++++ Material shown

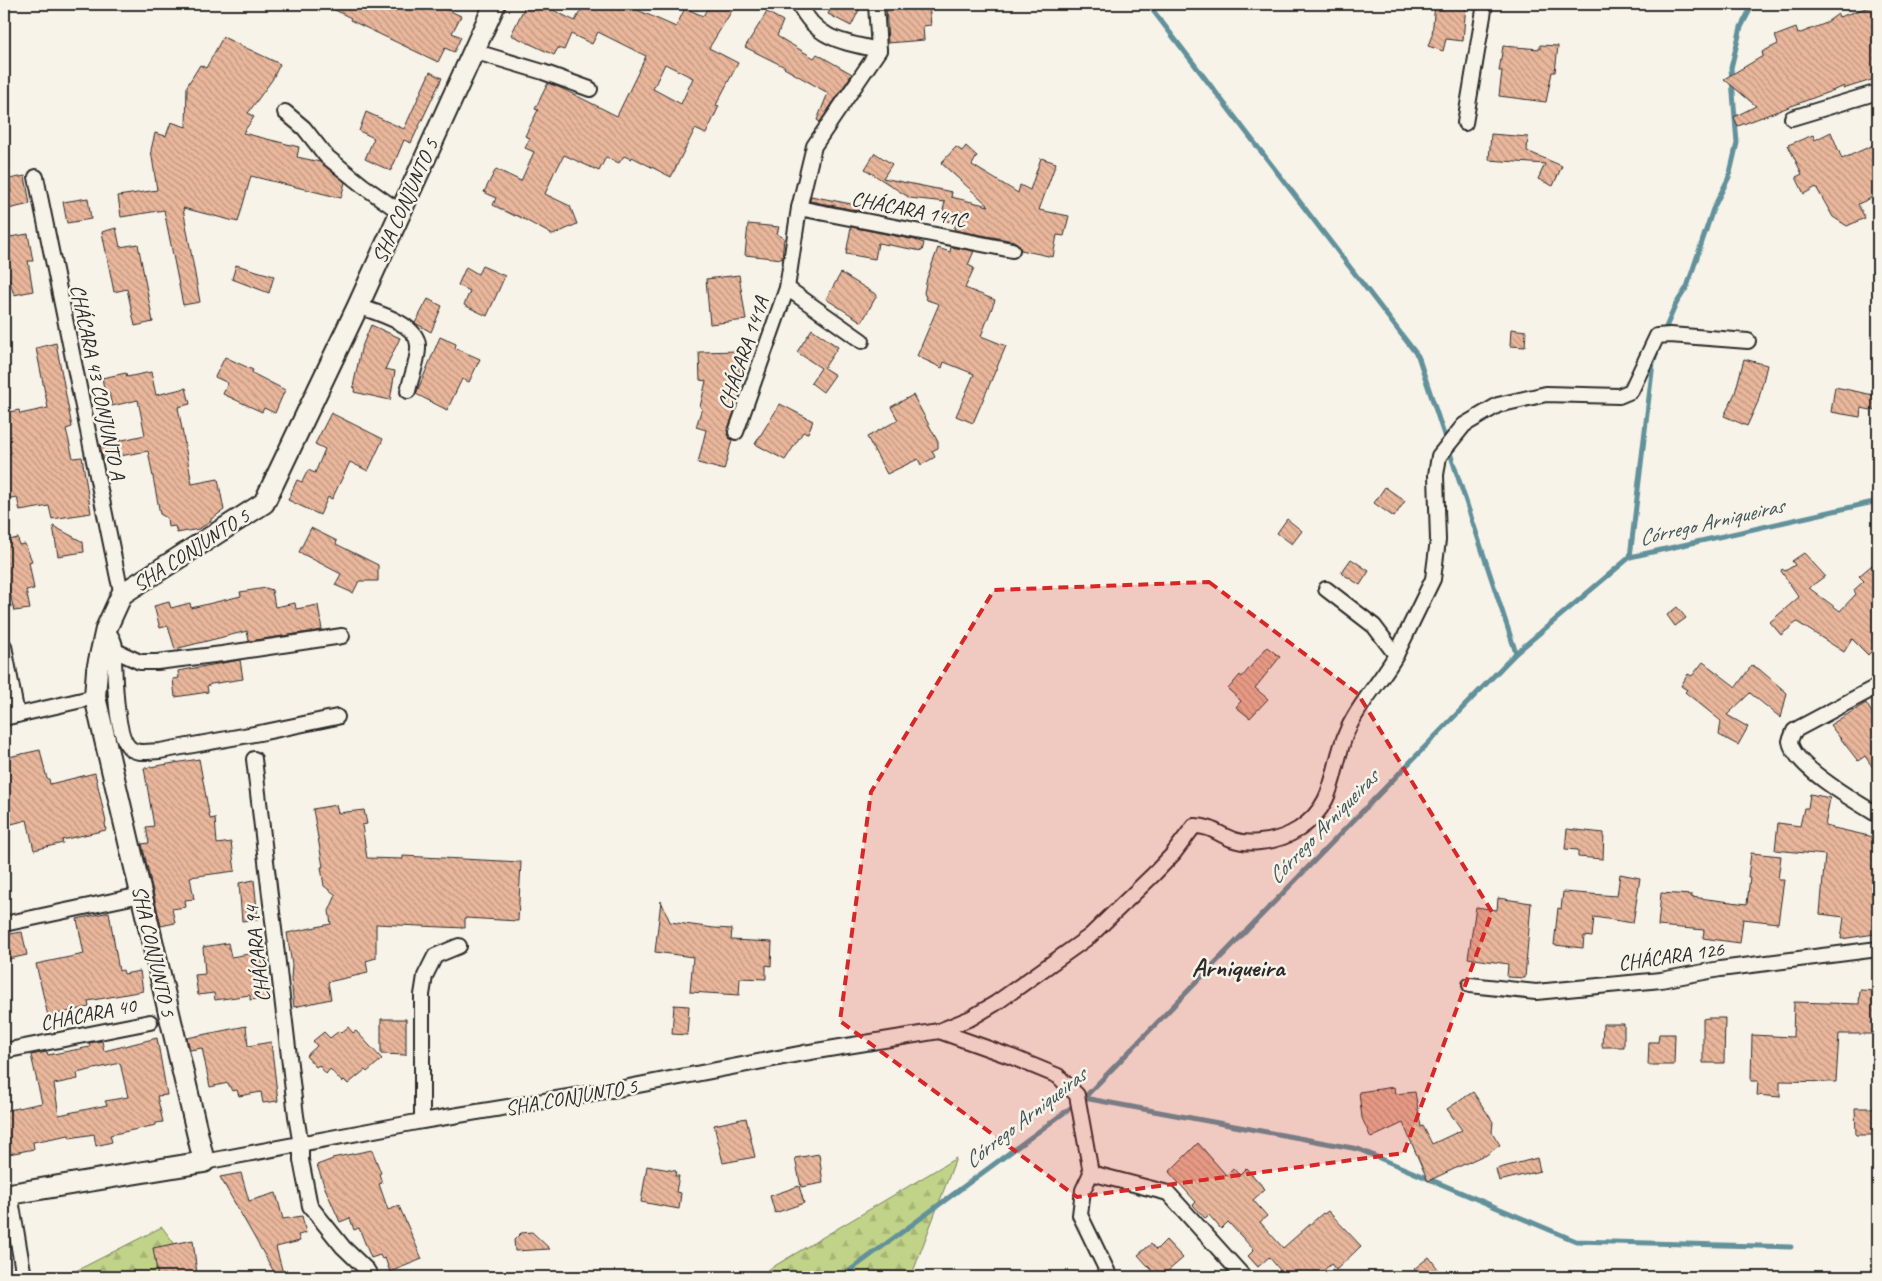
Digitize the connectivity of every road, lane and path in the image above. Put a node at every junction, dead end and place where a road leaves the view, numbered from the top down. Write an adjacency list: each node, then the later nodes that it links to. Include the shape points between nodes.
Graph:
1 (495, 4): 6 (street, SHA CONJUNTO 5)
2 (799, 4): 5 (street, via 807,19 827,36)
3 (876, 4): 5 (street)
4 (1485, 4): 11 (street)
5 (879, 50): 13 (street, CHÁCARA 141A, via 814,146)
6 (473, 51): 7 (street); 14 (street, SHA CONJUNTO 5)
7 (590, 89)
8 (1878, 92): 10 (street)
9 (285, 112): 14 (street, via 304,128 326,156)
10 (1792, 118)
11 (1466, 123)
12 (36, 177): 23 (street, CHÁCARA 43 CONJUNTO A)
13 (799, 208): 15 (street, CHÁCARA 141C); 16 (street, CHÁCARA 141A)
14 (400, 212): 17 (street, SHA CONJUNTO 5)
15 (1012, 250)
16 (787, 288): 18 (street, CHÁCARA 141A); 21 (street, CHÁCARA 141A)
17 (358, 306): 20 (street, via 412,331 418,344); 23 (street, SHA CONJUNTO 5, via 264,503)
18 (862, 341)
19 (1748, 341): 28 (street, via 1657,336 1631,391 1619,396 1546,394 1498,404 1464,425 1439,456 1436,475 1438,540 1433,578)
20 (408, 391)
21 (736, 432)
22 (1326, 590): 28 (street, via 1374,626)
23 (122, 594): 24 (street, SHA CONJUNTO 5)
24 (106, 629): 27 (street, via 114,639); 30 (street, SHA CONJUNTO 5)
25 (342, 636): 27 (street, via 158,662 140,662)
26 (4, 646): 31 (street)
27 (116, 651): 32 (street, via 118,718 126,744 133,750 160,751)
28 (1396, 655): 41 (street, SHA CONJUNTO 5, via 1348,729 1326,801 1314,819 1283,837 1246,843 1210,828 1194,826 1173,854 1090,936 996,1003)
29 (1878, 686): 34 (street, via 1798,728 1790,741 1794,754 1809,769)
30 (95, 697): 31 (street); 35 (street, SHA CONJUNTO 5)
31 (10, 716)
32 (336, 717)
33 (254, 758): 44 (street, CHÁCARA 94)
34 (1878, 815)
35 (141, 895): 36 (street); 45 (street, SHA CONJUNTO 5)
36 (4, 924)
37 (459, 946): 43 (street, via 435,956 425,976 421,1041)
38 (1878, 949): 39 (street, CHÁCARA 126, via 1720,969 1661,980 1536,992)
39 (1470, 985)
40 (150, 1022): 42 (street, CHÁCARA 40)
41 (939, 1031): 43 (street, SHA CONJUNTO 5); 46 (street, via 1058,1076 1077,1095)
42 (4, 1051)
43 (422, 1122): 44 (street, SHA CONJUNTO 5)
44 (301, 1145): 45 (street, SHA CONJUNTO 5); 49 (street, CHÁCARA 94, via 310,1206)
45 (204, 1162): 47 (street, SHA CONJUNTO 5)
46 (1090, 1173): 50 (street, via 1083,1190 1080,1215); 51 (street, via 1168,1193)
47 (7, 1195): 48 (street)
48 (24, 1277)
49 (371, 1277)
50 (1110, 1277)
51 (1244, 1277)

++++++++
++++ Material shown

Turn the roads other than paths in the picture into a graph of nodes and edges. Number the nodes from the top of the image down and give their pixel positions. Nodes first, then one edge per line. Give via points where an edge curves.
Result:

++++++++

Exercise instructions
Among the lines above, which ones include the word "where"? Copy them.

Reply
Digitize the connectivity of every road, lane and path in the image above. Put a node at every junction, dead end and place where a road leaves the view, numbered from the top down. Write an adjacency list: each node, then the later nodes that it links to. Include the shape points between nodes.
Turn the roads other than paths in the picture into a graph of nodes and edges. Number the nodes from the top of the image down and give their pixel positions. Nodes first, then one edge per line. Give via points where an edge curves.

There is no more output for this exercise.